About Me

My photo
Oil painter. BFA VCU. 92, MFA TCU. 94. Permanent collections of The Dallas Museum of Art, Art Museum of South Tx, many corporate/private collections in US, Manama Bahrain & London. I've lectured at TCU, Modern Art Museum of Fort Worth, The Kimbell Museum & many arts organizations. Numerous solo & group exhibitions in Tx, NM, NY, Va & Ga. Received Best in Show from James Surls, Louis Jimenez, et al. Showing at Wm Campbell Contemporary Art, Galveston by Buchanan Gallery & D.M.Allison Art Houston, Wade Wilson Fine Art,SantaFe. My work hangs in the Captain's Boardroom of the USS Fort Worth Littoral Combat Ship; the Davis&Eugenie Stradivari at the request of The Fort Worth Symphony Orchestra to commemorate their centennial gala. See JTGrant and his work in the upcoming release of "Contemporary Art of the Southwest" in late 2013. JT Grant is the sole/exclusive owner of the copyright of all images & posts published on this site pursuant to The Copyright Act of 1976,PL#94-553, Sec102; transfer, reproduction or use without written permission by the artist strictly forbidden. contact: jtgrantstcc@gmail.com or Facebook: Jt Grant

Thursday, November 18, 2010

ART IN THE DARK AGES

Four months. More sick each day with no answers. Weight dropping daily faster. Four months without being able to sit let alone stand at the easel. Old friends even sicker than I dying with only brief shared goodbyes. So many farewell kisses from an old man's dark lips to my weak hand. Four months of having only an "interior studio," forced to imagine painting the images that appeared to me as rapidly as my fear and lassitude grew.

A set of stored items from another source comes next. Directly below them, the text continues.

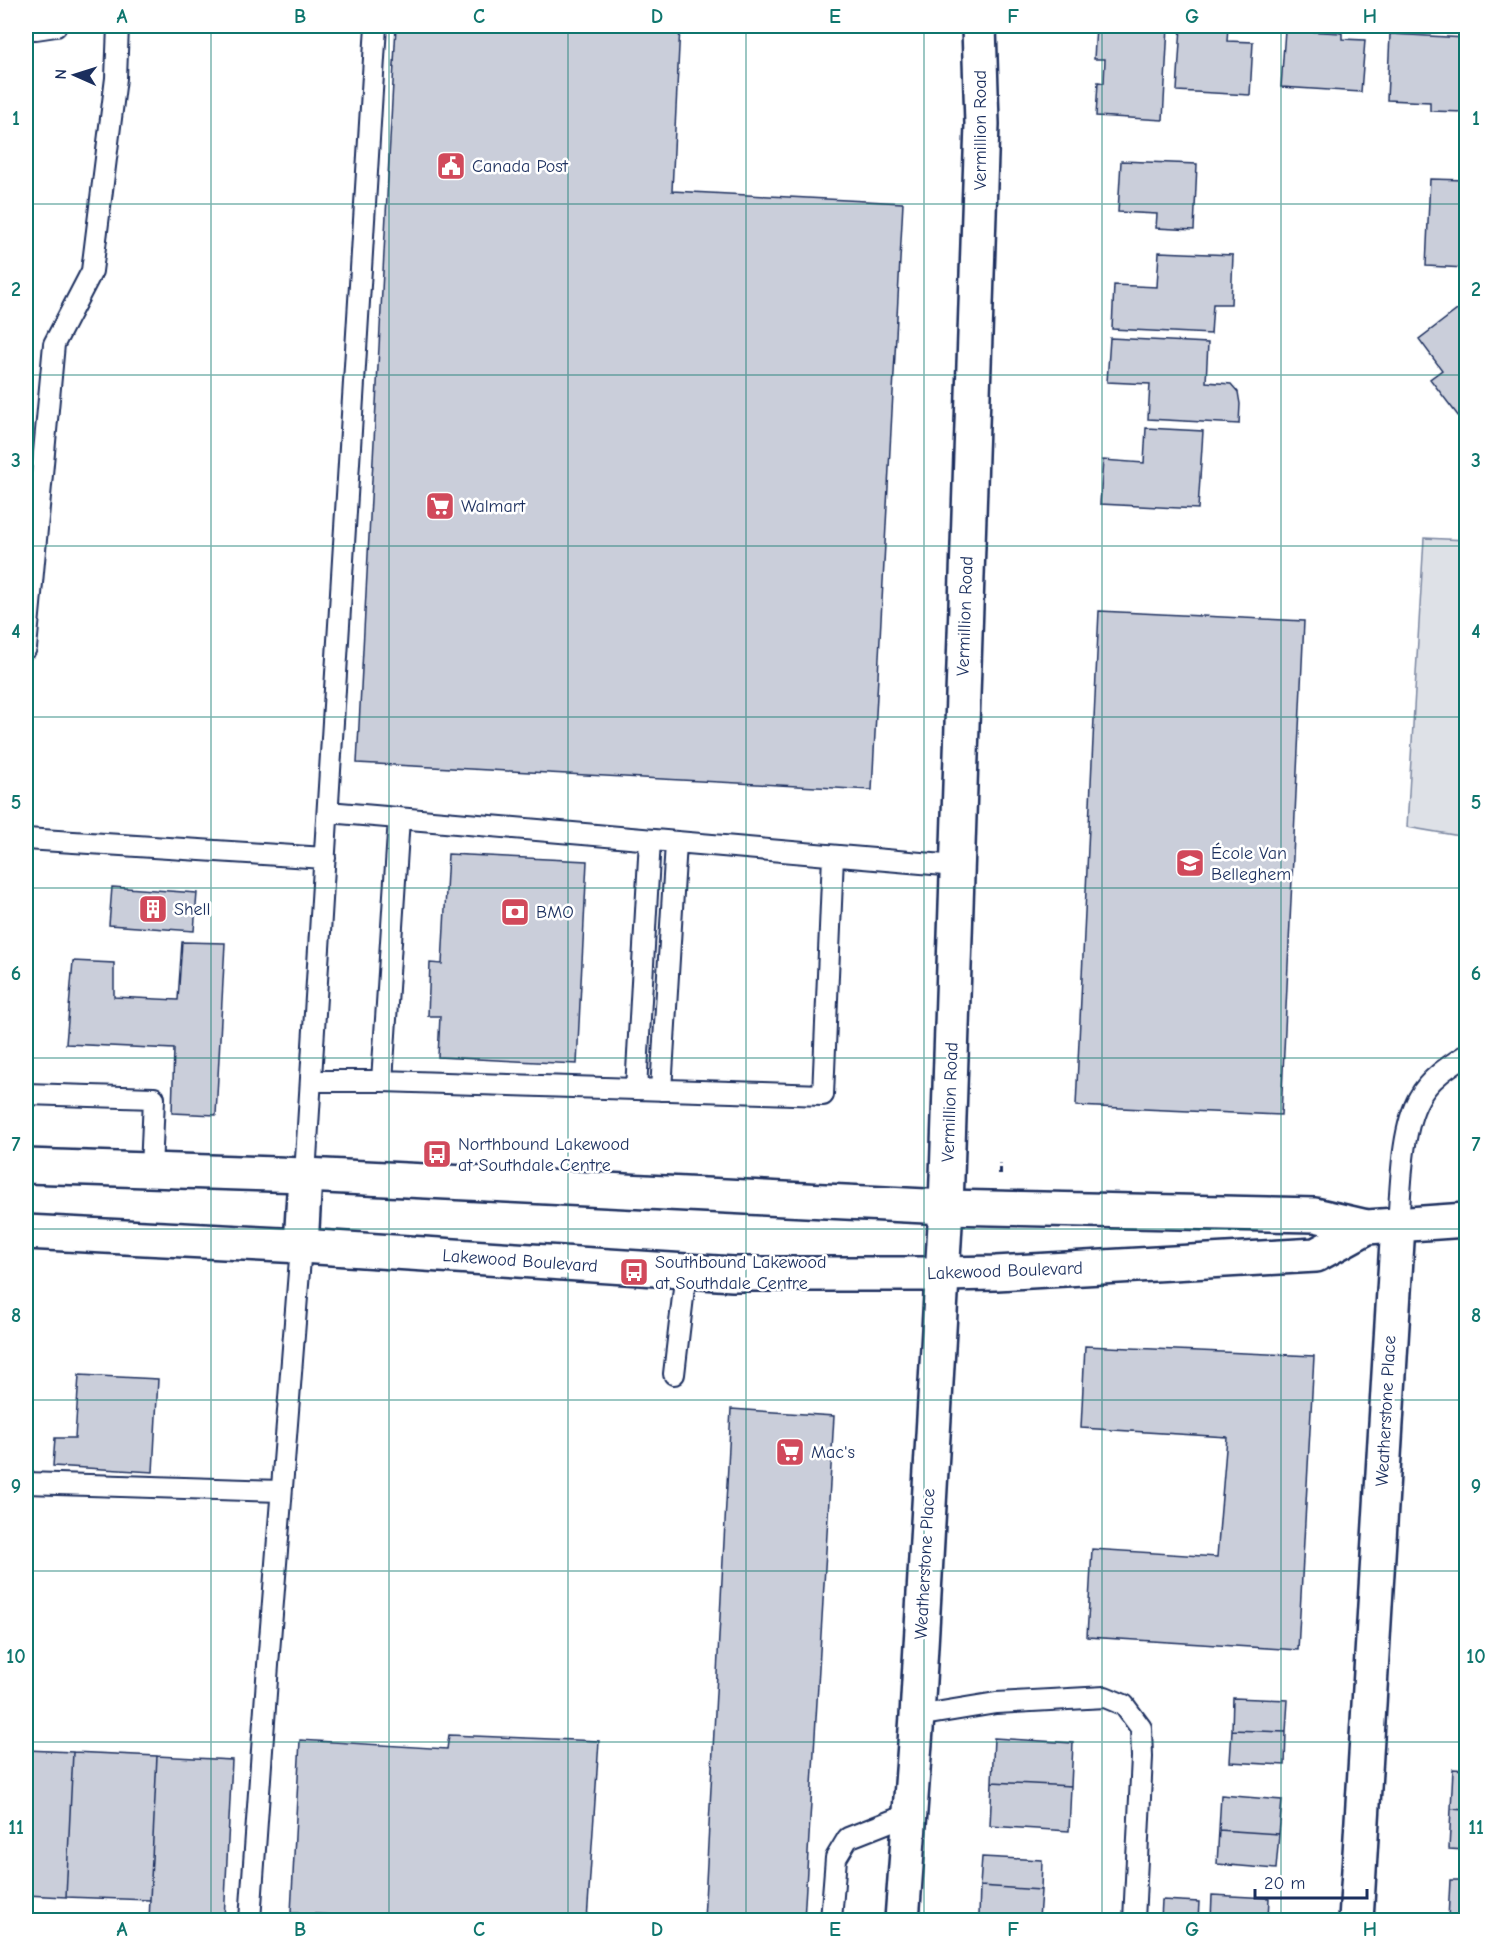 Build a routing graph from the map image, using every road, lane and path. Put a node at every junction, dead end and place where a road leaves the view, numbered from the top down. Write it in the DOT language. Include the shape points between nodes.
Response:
graph roads {
  1 [pos="56,26"];
  2 [pos="118,26"];
  3 [pos="376,26"];
  4 [pos="979,26"];
  5 [pos="26,28"];
  6 [pos="26,648"];
  7 [pos="328,812"];
  8 [pos="399,818"];
  9 [pos="26,839"];
  10 [pos="650,840"];
  11 [pos="676,843"];
  12 [pos="833,856"];
  13 [pos="325,858"];
  14 [pos="956,866"];
  15 [pos="1467,1055"];
  16 [pos="311,1081"];
  17 [pos="382,1081"];
  18 [pos="636,1089"];
  19 [pos="661,1090"];
  20 [pos="26,1094"];
  21 [pos="26,1166"];
  22 [pos="151,1170"];
  23 [pos="305,1175"];
  24 [pos="946,1207"];
  25 [pos="1467,1220"];
  26 [pos="1382,1226"];
  27 [pos="26,1232"];
  28 [pos="301,1246"];
  29 [pos="686,1271"];
  30 [pos="942,1274"];
  31 [pos="674,1374"];
  32 [pos="26,1483"];
  33 [pos="281,1491"];
  34 [pos="917,1716"];
  35 [pos="909,1814"];
  36 [pos="250,1920"];
  37 [pos="831,1920"];
  38 [pos="902,1920"];
  39 [pos="1134,1920"];
  40 [pos="1356,1920"];
  1 -- 5 [label="lane"];
  2 -- 6 [label="lane" via="116,78 92,271 54,344"];
  3 -- 7 [label="lane"];
  4 -- 14 [label="street, Vermillion Road" via="982,124"];
  7 -- 8 [label="lane"];
  7 -- 13 [label="lane"];
  8 -- 10 [label="lane"];
  8 -- 17 [label="lane"];
  9 -- 13 [label="lane"];
  10 -- 11 [label="lane"];
  10 -- 18 [label="lane"];
  11 -- 12 [label="lane"];
  11 -- 19 [label="lane"];
  12 -- 14 [label="lane"];
  12 -- 19 [label="lane" via="823,1095"];
  13 -- 16 [label="lane"];
  14 -- 24 [label="street, Vermillion Road"];
  15 -- 26 [label="lane" via="1438,1074 1419,1097"];
  16 -- 17 [label="lane"];
  16 -- 23 [label="lane"];
  17 -- 18 [label="lane"];
  18 -- 19 [label="lane"];
  20 -- 22 [label="lane" via="154,1098"];
  21 -- 22 [label="street, Lakewood Boulevard"];
  22 -- 23 [label="street, Lakewood Boulevard"];
  23 -- 24 [label="street, Lakewood Boulevard"];
  23 -- 28 [label="street"];
  24 -- 26 [label="street, Lakewood Boulevard" via="1315,1215"];
  24 -- 30 [label="street, Weatherstone Place"];
  25 -- 26 [label="street, Lakewood Boulevard"];
  26 -- 30 [label="street, Lakewood Boulevard" via="1316,1255"];
  26 -- 40 [label="street, Weatherstone Place"];
  27 -- 28 [label="street, Lakewood Boulevard"];
  28 -- 29 [label="street, Lakewood Boulevard"];
  28 -- 33 [label="lane"];
  29 -- 30 [label="street, Lakewood Boulevard"];
  29 -- 31 [label="lane"];
  30 -- 34 [label="street, Weatherstone Place"];
  32 -- 33 [label="lane"];
  33 -- 36 [label="lane"];
  34 -- 35 [label="street, Weatherstone Place"];
  34 -- 39 [label="lane" via="996,1703 1105,1697 1124,1705 1141,1728"];
  35 -- 37 [label="lane" via="848,1838 836,1858"];
  35 -- 38 [label="street, Weatherstone Place"];
}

And then like a switch the lights go back on. The body ceases what seemed an inexorable spiral down. My hands steady and wellness slowly begins to repair the weakness and soothe the terror.

And I am full of paintings to be made. I am more aware than ever of the reasons I am compelled to be a painter. The intensity of life, the sharp helplessness of final partings, the terror of the grave, the shared strength of honest, selfless friends, the insistence to "gut it up" and get well from the best among them. I paint of my faith. I paint of my disdain for the faithful. Without community all are meaningless wraiths. Within society too many are cursed by the righteous. Poverty is a sin. Wealth is the annunciation of holy attribute. Perversion is the hallmark of our era - perversion of God, perversion of good. Hatred defines love. And beauty lives even in the corruption of humanity. Through the passion of death and horror rises the solace of tenderness. This is art.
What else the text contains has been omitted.